DATA EXTRACT Start Marker

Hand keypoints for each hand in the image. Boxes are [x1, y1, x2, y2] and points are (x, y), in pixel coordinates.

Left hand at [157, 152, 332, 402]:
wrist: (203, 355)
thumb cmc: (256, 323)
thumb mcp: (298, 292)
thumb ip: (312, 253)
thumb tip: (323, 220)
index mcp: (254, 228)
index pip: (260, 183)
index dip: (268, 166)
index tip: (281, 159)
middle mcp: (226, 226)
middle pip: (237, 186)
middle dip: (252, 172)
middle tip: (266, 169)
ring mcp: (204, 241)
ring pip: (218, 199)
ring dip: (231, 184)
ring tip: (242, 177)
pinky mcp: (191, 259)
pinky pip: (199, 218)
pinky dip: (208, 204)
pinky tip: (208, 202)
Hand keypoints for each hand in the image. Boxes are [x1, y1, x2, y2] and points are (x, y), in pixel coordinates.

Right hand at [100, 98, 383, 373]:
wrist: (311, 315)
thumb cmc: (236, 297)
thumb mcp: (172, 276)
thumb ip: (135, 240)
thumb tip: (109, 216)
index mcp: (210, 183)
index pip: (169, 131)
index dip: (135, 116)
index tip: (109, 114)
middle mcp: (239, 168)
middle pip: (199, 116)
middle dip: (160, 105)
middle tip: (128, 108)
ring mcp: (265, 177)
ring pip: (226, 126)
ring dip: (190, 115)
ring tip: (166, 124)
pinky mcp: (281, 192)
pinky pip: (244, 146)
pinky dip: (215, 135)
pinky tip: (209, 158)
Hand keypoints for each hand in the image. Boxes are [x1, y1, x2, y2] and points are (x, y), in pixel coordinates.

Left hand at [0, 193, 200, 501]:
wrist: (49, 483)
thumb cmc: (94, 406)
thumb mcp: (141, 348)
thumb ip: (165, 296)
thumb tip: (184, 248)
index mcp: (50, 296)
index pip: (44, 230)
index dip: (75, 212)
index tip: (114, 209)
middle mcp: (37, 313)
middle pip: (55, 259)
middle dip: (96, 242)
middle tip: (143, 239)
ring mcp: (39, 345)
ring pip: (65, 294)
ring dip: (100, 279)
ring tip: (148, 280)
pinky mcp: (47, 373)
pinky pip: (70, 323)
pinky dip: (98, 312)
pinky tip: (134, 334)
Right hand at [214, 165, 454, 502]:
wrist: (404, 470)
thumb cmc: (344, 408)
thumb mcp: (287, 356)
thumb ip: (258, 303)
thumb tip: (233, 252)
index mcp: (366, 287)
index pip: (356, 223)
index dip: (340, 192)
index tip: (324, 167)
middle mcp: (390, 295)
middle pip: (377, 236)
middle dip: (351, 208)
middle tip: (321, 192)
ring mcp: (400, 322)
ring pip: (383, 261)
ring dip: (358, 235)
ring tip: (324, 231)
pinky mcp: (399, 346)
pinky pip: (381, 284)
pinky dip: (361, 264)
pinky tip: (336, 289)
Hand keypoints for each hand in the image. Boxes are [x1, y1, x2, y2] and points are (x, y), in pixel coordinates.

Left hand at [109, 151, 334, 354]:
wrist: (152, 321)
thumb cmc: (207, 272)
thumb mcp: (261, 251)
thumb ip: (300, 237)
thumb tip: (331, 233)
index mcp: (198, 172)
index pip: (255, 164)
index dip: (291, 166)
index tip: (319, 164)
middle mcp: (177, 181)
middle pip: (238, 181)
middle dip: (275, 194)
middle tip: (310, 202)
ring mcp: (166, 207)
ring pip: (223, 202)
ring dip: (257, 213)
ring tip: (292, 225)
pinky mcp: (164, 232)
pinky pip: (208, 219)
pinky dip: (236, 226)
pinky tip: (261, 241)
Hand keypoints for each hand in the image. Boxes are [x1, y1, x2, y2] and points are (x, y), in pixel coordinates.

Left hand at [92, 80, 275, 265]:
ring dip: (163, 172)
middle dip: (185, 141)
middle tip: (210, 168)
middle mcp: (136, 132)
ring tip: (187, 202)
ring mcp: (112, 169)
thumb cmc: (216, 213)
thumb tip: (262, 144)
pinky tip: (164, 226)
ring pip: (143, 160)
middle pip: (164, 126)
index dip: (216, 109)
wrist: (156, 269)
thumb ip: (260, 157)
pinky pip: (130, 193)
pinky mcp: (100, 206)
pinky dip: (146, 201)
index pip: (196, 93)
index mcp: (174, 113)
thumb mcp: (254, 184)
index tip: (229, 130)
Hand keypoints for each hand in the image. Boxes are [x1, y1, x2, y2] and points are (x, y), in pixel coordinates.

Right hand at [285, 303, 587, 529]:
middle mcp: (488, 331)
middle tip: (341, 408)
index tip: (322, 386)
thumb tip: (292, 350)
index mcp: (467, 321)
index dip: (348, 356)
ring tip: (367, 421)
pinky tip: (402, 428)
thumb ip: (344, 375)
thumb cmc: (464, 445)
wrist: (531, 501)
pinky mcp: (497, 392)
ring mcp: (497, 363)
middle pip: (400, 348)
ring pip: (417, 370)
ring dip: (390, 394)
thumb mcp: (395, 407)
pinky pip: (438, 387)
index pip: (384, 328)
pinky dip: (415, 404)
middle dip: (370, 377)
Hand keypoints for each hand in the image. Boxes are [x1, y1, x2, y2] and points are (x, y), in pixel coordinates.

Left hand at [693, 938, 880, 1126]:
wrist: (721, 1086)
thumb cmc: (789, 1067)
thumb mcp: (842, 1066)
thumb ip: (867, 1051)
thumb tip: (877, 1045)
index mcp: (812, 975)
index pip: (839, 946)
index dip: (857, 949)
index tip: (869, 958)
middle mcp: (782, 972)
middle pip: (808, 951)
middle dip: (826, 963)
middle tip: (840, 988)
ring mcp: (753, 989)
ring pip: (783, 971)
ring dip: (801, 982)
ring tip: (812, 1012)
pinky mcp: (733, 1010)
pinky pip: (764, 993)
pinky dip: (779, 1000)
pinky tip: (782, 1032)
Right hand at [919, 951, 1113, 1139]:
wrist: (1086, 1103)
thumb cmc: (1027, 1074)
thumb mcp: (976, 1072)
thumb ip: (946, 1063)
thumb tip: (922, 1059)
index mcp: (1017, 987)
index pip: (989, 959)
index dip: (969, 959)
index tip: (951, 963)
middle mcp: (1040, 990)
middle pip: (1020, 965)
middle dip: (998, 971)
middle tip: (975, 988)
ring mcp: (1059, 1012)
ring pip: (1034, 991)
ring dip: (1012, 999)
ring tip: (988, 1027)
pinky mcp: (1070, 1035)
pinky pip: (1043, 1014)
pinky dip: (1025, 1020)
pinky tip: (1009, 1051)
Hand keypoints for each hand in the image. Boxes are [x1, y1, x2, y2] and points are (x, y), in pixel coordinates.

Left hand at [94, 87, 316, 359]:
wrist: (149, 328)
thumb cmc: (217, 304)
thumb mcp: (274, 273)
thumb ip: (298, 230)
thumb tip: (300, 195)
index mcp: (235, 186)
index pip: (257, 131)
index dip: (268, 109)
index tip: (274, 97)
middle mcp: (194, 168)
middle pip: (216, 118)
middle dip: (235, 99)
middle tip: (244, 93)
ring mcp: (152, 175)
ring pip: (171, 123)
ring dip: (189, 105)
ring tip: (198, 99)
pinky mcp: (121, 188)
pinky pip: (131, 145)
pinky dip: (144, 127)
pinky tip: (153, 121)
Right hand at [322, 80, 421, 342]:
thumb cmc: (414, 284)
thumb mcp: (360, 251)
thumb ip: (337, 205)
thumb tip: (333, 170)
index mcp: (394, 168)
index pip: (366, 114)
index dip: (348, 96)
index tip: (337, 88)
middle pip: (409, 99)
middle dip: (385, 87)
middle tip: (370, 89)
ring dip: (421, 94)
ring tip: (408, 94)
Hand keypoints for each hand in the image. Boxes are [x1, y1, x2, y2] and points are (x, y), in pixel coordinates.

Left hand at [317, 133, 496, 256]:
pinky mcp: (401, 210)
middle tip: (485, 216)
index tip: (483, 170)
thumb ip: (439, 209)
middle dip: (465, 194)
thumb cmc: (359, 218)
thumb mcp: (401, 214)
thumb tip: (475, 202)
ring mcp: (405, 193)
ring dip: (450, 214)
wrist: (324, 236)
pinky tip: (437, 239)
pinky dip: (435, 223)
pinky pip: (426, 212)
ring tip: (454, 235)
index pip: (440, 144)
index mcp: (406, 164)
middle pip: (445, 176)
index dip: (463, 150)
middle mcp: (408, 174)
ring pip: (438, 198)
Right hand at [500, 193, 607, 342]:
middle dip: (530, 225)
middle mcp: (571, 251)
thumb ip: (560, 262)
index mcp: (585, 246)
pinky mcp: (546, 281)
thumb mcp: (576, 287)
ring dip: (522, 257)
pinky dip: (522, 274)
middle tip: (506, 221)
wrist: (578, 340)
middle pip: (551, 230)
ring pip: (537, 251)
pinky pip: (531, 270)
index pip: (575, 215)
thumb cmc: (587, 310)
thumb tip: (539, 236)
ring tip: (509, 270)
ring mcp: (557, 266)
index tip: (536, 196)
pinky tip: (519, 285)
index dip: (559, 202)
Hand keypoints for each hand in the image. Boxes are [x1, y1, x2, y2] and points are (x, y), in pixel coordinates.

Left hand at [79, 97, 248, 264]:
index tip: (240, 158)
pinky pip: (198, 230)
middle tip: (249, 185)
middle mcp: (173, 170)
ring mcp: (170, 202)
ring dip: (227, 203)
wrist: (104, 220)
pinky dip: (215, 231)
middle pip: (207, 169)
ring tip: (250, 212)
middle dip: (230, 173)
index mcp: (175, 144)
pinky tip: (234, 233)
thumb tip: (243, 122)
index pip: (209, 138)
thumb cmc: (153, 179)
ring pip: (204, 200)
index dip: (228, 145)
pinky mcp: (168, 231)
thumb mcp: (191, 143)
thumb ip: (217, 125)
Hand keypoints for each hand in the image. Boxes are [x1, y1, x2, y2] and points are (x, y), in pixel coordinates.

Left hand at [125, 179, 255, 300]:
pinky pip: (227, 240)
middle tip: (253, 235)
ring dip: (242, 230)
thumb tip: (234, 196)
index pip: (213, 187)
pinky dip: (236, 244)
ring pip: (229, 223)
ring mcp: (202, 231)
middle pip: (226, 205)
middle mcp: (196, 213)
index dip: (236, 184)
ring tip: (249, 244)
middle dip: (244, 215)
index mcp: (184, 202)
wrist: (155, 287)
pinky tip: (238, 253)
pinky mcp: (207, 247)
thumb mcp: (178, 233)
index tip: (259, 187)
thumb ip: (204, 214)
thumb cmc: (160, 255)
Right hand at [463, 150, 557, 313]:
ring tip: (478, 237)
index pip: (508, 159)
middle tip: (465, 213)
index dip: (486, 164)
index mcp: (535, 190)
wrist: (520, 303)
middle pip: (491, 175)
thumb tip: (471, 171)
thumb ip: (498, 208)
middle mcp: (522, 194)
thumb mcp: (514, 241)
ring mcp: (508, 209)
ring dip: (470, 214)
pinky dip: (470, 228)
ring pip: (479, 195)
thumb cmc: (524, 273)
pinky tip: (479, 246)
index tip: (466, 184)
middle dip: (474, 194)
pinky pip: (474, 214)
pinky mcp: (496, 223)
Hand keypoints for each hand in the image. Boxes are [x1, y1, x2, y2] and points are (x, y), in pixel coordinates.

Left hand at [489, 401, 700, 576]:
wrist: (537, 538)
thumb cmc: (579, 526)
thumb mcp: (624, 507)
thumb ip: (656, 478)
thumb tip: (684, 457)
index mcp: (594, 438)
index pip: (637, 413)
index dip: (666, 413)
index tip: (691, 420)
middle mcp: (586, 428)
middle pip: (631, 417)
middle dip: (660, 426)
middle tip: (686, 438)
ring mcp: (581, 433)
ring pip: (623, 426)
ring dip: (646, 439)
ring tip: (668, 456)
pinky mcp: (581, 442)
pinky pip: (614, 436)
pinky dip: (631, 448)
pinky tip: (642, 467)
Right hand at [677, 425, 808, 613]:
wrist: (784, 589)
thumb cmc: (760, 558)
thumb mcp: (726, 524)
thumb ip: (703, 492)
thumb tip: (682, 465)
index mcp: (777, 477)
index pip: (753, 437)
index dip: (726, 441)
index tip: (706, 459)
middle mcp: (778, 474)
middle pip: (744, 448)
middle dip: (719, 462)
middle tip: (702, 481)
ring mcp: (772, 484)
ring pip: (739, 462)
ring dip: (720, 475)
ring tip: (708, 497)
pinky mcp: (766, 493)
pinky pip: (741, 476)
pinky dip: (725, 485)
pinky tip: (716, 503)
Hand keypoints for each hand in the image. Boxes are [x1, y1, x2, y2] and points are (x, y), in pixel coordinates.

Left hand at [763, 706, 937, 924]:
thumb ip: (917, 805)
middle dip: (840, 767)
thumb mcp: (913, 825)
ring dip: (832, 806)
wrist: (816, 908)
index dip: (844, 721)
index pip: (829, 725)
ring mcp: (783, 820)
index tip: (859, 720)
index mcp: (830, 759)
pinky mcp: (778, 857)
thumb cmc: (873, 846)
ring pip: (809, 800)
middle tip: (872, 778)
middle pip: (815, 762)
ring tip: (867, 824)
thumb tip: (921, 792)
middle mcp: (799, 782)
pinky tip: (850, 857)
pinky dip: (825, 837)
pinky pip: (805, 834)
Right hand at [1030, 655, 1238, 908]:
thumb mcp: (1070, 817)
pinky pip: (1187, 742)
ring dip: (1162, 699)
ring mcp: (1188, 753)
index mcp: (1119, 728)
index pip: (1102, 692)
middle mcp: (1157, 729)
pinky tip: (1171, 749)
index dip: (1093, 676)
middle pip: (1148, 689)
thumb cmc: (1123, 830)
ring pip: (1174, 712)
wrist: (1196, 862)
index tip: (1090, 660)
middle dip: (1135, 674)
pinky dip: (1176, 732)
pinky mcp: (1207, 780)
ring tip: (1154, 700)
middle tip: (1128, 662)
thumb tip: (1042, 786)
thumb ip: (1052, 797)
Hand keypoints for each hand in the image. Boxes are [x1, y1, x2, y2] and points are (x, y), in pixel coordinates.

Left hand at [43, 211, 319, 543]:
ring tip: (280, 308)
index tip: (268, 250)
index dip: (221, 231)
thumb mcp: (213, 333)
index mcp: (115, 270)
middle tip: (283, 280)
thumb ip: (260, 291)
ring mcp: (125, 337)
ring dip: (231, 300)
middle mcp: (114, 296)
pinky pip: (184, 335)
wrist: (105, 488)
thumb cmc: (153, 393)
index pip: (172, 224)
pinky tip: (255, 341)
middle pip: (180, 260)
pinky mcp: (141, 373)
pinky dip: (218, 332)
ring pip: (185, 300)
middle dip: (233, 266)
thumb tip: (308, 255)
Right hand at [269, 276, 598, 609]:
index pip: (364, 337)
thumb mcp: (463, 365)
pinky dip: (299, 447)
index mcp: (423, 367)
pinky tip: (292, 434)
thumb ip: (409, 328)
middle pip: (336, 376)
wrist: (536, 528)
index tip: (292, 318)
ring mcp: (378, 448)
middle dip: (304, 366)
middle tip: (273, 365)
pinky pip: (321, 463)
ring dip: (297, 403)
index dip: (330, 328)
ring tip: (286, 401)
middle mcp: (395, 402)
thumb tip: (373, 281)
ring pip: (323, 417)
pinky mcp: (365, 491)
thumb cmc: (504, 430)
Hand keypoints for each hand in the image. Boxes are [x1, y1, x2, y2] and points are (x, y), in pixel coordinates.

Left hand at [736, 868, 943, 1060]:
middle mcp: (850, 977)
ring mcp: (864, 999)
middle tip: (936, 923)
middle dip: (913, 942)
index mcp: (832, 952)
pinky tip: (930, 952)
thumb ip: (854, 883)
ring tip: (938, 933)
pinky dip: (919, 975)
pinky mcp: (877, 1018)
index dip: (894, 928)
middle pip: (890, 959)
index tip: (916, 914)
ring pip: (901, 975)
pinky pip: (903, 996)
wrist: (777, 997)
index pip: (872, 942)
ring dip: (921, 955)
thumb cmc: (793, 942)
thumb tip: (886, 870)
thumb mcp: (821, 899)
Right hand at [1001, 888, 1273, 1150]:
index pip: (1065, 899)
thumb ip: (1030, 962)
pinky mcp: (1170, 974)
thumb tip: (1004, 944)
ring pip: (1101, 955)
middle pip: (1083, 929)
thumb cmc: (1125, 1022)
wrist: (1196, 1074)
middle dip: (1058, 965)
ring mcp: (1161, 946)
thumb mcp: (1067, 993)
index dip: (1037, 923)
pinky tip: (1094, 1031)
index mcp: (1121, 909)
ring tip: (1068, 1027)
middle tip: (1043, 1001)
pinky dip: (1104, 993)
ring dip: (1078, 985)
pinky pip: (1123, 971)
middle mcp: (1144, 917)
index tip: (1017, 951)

DATA EXTRACT End Marker

= PROBLEM DETAILS =
The expected output is exactly the lines of the listing above between the line holding "index mcp: (777, 477)" and the line holding "ring tip: (1154, 700)", inclusive.

= RESULT =
index mcp: (777, 477)
index pip: (753, 437)
index dip: (726, 441)
index tip: (706, 459)
middle mcp: (778, 474)
middle pip: (744, 448)
middle dip: (719, 462)
middle tip: (702, 481)
ring mcp: (772, 484)
ring pip: (739, 462)
ring dip: (720, 475)
ring tip: (708, 497)
pinky mcp: (766, 493)
pinky pip: (741, 476)
pinky dip: (725, 485)
pinky tip: (716, 503)
Hand keypoints for each hand in the image. Boxes are [x1, y1, x2, y2] and points are (x, y), in pixel coordinates.

Left hand at [763, 706, 937, 924]:
thumb ip: (917, 805)
middle dip: (840, 767)
thumb mcp: (913, 825)
ring dip: (832, 806)
wrist: (816, 908)
index dip: (844, 721)
index pip: (829, 725)
ring mcp: (783, 820)
index tip: (859, 720)
index mcp: (830, 759)
pinky mcp: (778, 857)
thumb cmc: (873, 846)
ring pip: (809, 800)
middle tip: (872, 778)
middle pip: (815, 762)
ring tip: (867, 824)
thumb tip: (921, 792)
middle mcp: (799, 782)
pinky tip: (850, 857)
pinky dip: (825, 837)
pinky pip: (805, 834)
Right hand at [1030, 655, 1238, 908]:
thumb mcp: (1070, 817)
pinky pip: (1187, 742)
ring dip: (1162, 699)
ring mcp: (1188, 753)
index mcp: (1119, 728)
index pip: (1102, 692)
middle mcp: (1157, 729)
pinky tip: (1171, 749)
index dip: (1093, 676)
middle pip: (1148, 689)
thumb cmc: (1123, 830)
ring pip: (1174, 712)
wrist: (1196, 862)
index tip: (1090, 660)
middle dip: (1135, 674)
pinky dip: (1176, 732)
pinky mcp: (1207, 780)
ring tip: (1154, 700)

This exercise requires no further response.